It’s easy to conclude from popular writings and evangelism that managers crave one thing over all others – the engagement of their people. That is, engagement with the work their people do and with the organisation in which they work.
So if managers desire it, how should it be defined, and how do managers achieve employee engagement for their firm? And does high engagement lead to positive outcomes? Does engagement lead to profit?
The problem with engagement is that it’s not been part of mainstream research.
The continuum from motivation through behaviour to performance and on to business outcomes is quite well accepted. Each of the variables – motivation, behaviour, performance and outcome – is reasonably well defined. And the strength of the relationship between each is known. Even leadership as a moderator on motivation has been well researched and there’s a good degree of clarity about how good leadership affects business. Not so engagement.

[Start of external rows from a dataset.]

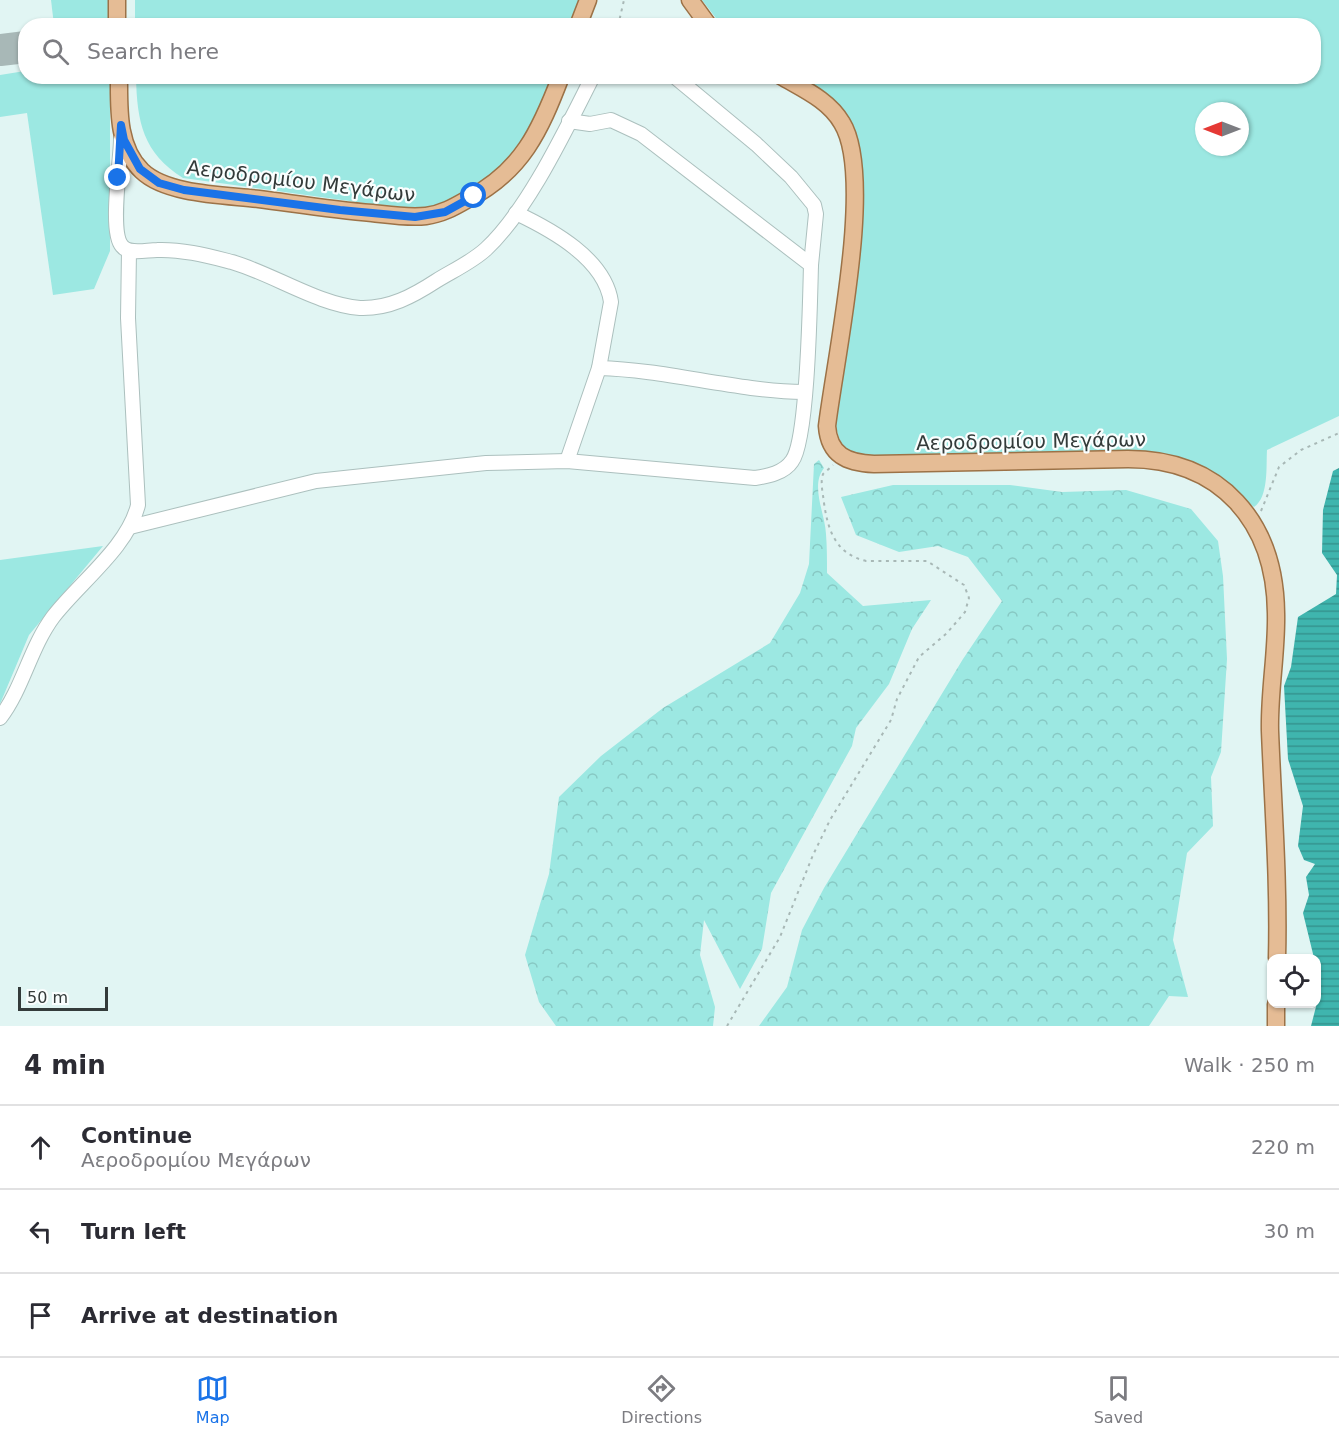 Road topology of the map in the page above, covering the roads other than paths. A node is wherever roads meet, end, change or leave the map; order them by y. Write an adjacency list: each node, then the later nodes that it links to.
1 (117, 0): 4 (main road)
2 (588, 0): 5 (main road)
3 (690, 0): 6 (main road)
4 (117, 18)
5 (581, 18)
6 (703, 18)
7 (119, 84): 13 (main road, Αεροδρομίου Μεγάρων)
8 (558, 84): 13 (main road, Αεροδρομίου Μεγάρων)
9 (589, 84): 12 (lane)
10 (684, 84): 16 (lane)
11 (795, 84): 22 (main road, Αεροδρομίου Μεγάρων)
12 (569, 121): 14 (lane); 16 (lane)
13 (121, 125): 15 (lane)
14 (516, 213): 15 (lane); 17 (lane)
15 (129, 251): 20 (lane)
16 (811, 265): 18 (lane)
17 (599, 368): 18 (lane); 19 (lane)
18 (804, 392): 19 (lane)
19 (567, 461): 20 (lane)
20 (130, 527): 21 (lane)
21 (0, 718)
22 (1277, 954)
23 (1276, 1008): 24 (main road)
24 (1276, 1026)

Ultimately managers want to fiddle with some variable within their control that affects performance. All things being equal, employee performance leads to desirable business outcomes.
So this is the key issue. Managers must be able to fiddle with engagement and the things that cause it and get desirable business outcomes. If they can’t, the engagement concept or variable is not much use. But before they can fiddle with anything, engagement must be understood.
Firstly, engagement is ill-defined. It’s many things: a sense of emotional attachment to the organisation, a desire to stay with the firm or in the discipline, an enthusiasm for the work or organisation or a personal state or inspiration drawn from the work or organisation. The best definition seems to be “a positive and fulfilling state of mind” that is “characterised by vigor, dedication and absorption (in the work context)”1.
Secondly, there’s no universal agreement that it does indeed lead to performance. Yet it is considered desirable.
And within this, it’s not clear what the employee engages with: their work, their career, the organisation or even just their colleagues. Employees can be engaged with the work but not with their present employer.
This lack of clear definition makes it difficult to understand the practical use of engagement as a measure of employee state of mind.
Engagement is typically measured by asking the staff. In essence they are asked confidentially “do you feel engaged (with work/career/organisation)”. There are two popular surveys: Gallup’s Q12 or the Utrecht Work Engagement Scale (UWES). Each instrument asks a set of questions and engagement is deduced from the answers.
The two differ. Q12 assesses the twelve antecedents of engagements – for example, meaningfulness. Conceptually, if the person feels their role in the organisation helps them derive meaning, they are considered to be engaged.
UWES considers that if the person feels a dedication, if they work with vigor or if they are absorbed in the work/career/organisation, one can surmise that they are engaged. UWES asks seventeen questions – five attributable to dedication, six to vigor and six to absorption.
Each question is scored in both instruments on a scale 1-5 and a mean score for the person, group, department or firm can be determined. A mean can be derived for each construct (like meaningfulness or dedication, depending on the instrument used) and for engagement as a whole.
Returning to the issue, if engagement is to be useful to a manager as a concept to improve their firm, any measure of engagement must itself be useful.
What matters is threefold:
- To be able to compare the overall results for the person, group, department or firm with norms for other people, groups, departments and firms – and draw inference about low scores.
- To be able to identify specific areas of engagement that are low – for example, identifying imbalance in the job demands and job resources when using the Q12 instrument – and draw inference about these.
- To be able to suggest management intervention which, if undertaken, will improve engagement.
This latter point shows that engagement is relative and that surveys must be repeated many times as intervention takes effect and engagement improves.
Measurement is one thing. Determining appropriate intervention to make improvement is whole different ball game. We discuss elsewhere in blogs and articles how managers might use concepts like engagement in their everyday task of management. Engagement can be treated for the purposes of practical use like motivation or leadership.
Practically, it’s a question of trial and error. But it takes further analysis to determine what to try and how to use error.
Does engagement lead to profit?
Engagement is a concept like motivation or leadership. It is less well conceptualised than these other management concepts and there is little academic support for the connection between a person’s engagement and their performance on the job. That weakens support for engagement as a measure and as a useful management tool.
Nonetheless, there are measurement instruments and these can be used to suggest wither engagement in the firm is above or below average. As such, managers can determine where engagement is deficient and hence what interventions they might attempt to make improvements.
Assuming that there is a link between personal engagement with career, work and firm and personal performance on the job, it is likely that high scores in engagement will result in positive business outcomes.
1. Bakker, A B & Leiter, M P (eds.) (2010) Work Engagement: A Handbook of Essential Theory and Research, Psychology Press, New York.